The Centers for Medicare and Medicaid Services this week issued a proposed rule for 2018 that would make changes to special enrollment periods, the annual open enrollment period, guaranteed availability, network adequacy rules, essential community providers and actuarial value requirements.
In addition, CMS announced upcoming changes to the qualified health plan certification timeline.
According to CMS Acting Administrator Dr. Patrick Conway, “This proposal will take steps to stabilize the Marketplace, provide more flexibility to states and insurers, and give patients access to more coverage options.”
The rule proposes changes to provisions from several existing regulations including those concerning:
- Special Enrollment Period Pre-Enrollment Verification: The rule proposes to expand pre-enrollment verification requirements, which already is in place requiring pre-enrollment verification of 50 percent of newly enrolled individuals through special enrollment periods in Marketplaces. The proposal would require pre-enrollment verification to apply to all newly enrolled individuals.
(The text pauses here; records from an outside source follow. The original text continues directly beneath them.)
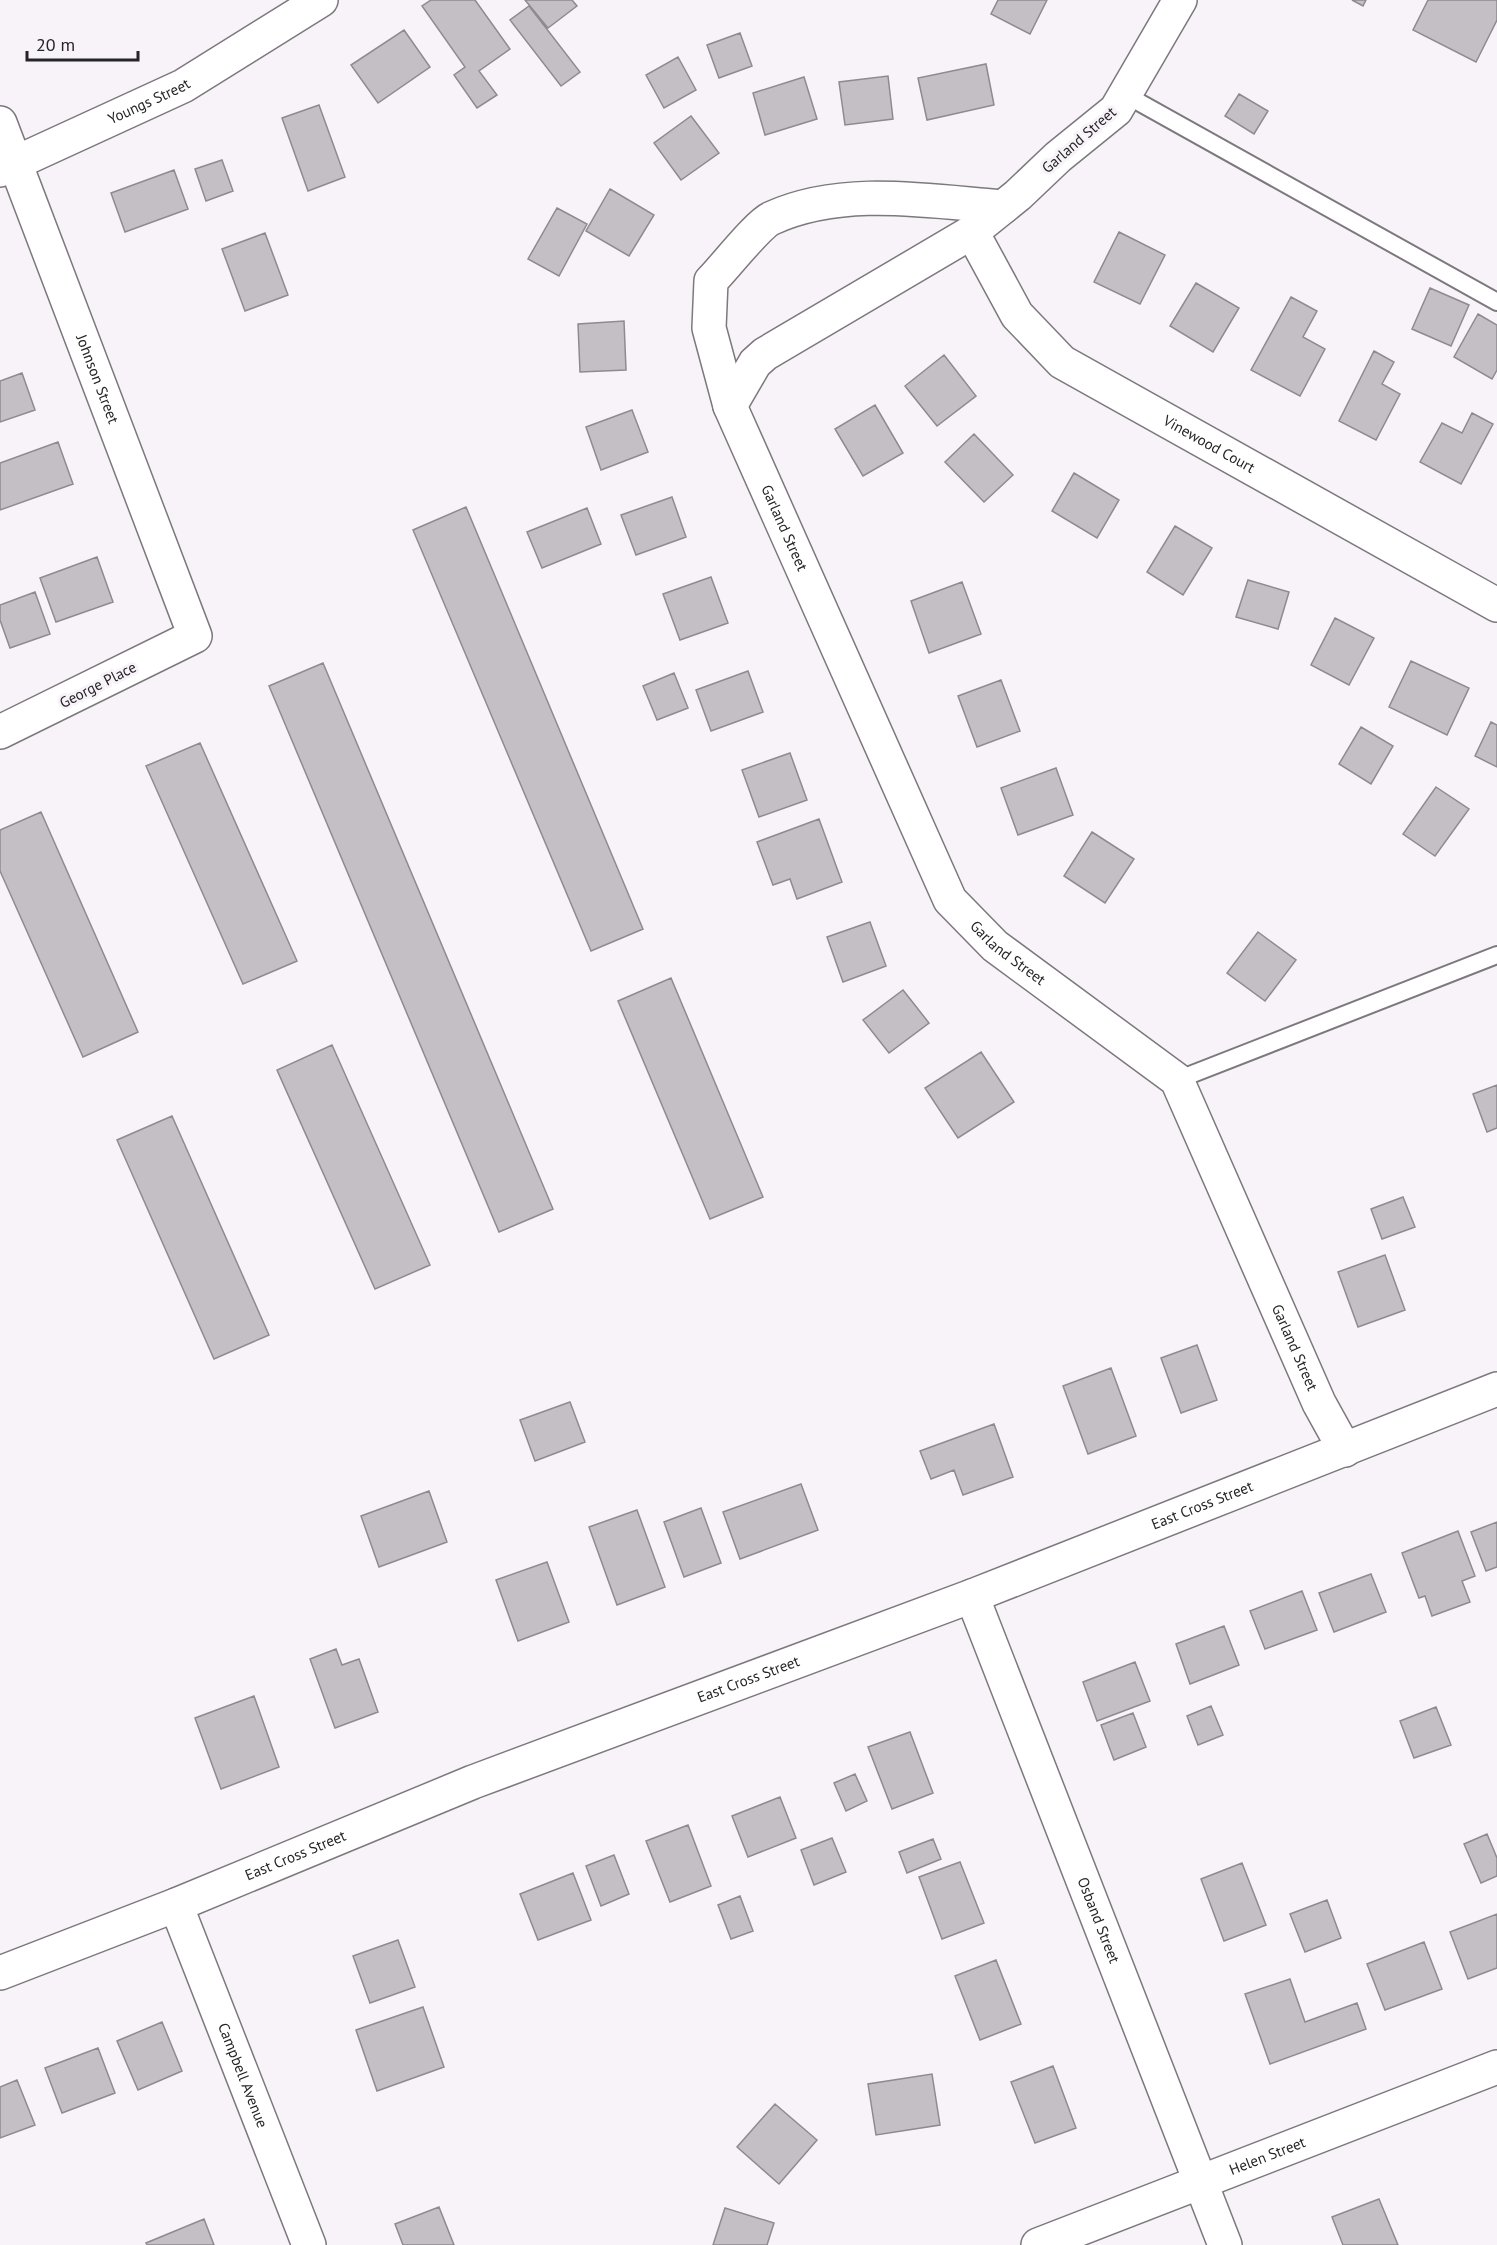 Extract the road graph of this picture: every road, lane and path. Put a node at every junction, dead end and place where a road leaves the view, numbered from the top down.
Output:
1 (321, 0) edge
2 (1180, 0) edge
3 (1126, 94) junction
4 (0, 123) edge
5 (8, 166) edge
6 (1003, 207) junction
7 (972, 232) junction
8 (1497, 302) edge
9 (730, 406) junction
10 (1497, 605) edge
11 (195, 636) joint
12 (0, 732) edge
13 (1497, 955) edge
14 (1177, 1080) junction
15 (1497, 1389) edge
16 (1345, 1450) junction
17 (972, 1596) junction
18 (176, 1905) junction
19 (0, 1973) edge
20 (1497, 2067) edge
21 (1201, 2181) junction
22 (309, 2245) edge
23 (1038, 2245) edge
24 (1226, 2245) edge

1 - 5 street, Youngs Street
2 - 3 street, Garland Street
3 - 6 street, Garland Street
3 - 8 lane
4 - 5 street, Johnson Street
5 - 11 street, Johnson Street
6 - 7 street, Garland Street
6 - 9 street, Garland Street
7 - 9 street, Garland Street
7 - 10 street, Vinewood Court
9 - 14 street, Garland Street
11 - 12 street, George Place
13 - 14 lane
14 - 16 street, Garland Street
15 - 16 street, East Cross Street
16 - 17 street, East Cross Street
17 - 18 street, East Cross Street
17 - 21 street, Osband Street
18 - 19 street, East Cross Street
18 - 22 street, Campbell Avenue
20 - 21 street, Helen Street
21 - 23 street, Helen Street
21 - 24 street, Osband Street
- Guaranteed Availability: The rule proposal would allow insurers to apply premiums to the previous year’s unpaid coverage before enrolling a patient in the next year’s plan with the same issuer. This is a change in a previous interpretation that restricted this practice.
- Determining the Level of Coverage: The rule proposes to make adjustments to the de minimis range used for determining the level of coverage, except for silver level plans.
- Network Adequacy: The proposed rule would eliminate the Department of Health and Human Service’s oversight activities regarding network adequacy and defer to states’ reviews in states with the authority and means to assess issuer network adequacy.
- Qualified Health Plan (QHP) Certification Calendar: In the rule, CMS announces its intention to release a revised proposed timeline for the QHP certification and rate review process for plan year 2018. This would afford insurers additional time to implement proposed changes that are finalized prior to the 2018 coverage year.
- Open Enrollment Period: The rule proposes to shorten the upcoming annual open enrollment period for the individual market. For the 2018 coverage year, the open enrollment period would end on Dec. 15, 2017, instead of the currently mandated end date of Jan. 31, 2018.
The proposed rule can be found on the Federal Register. Comments are due by March 7.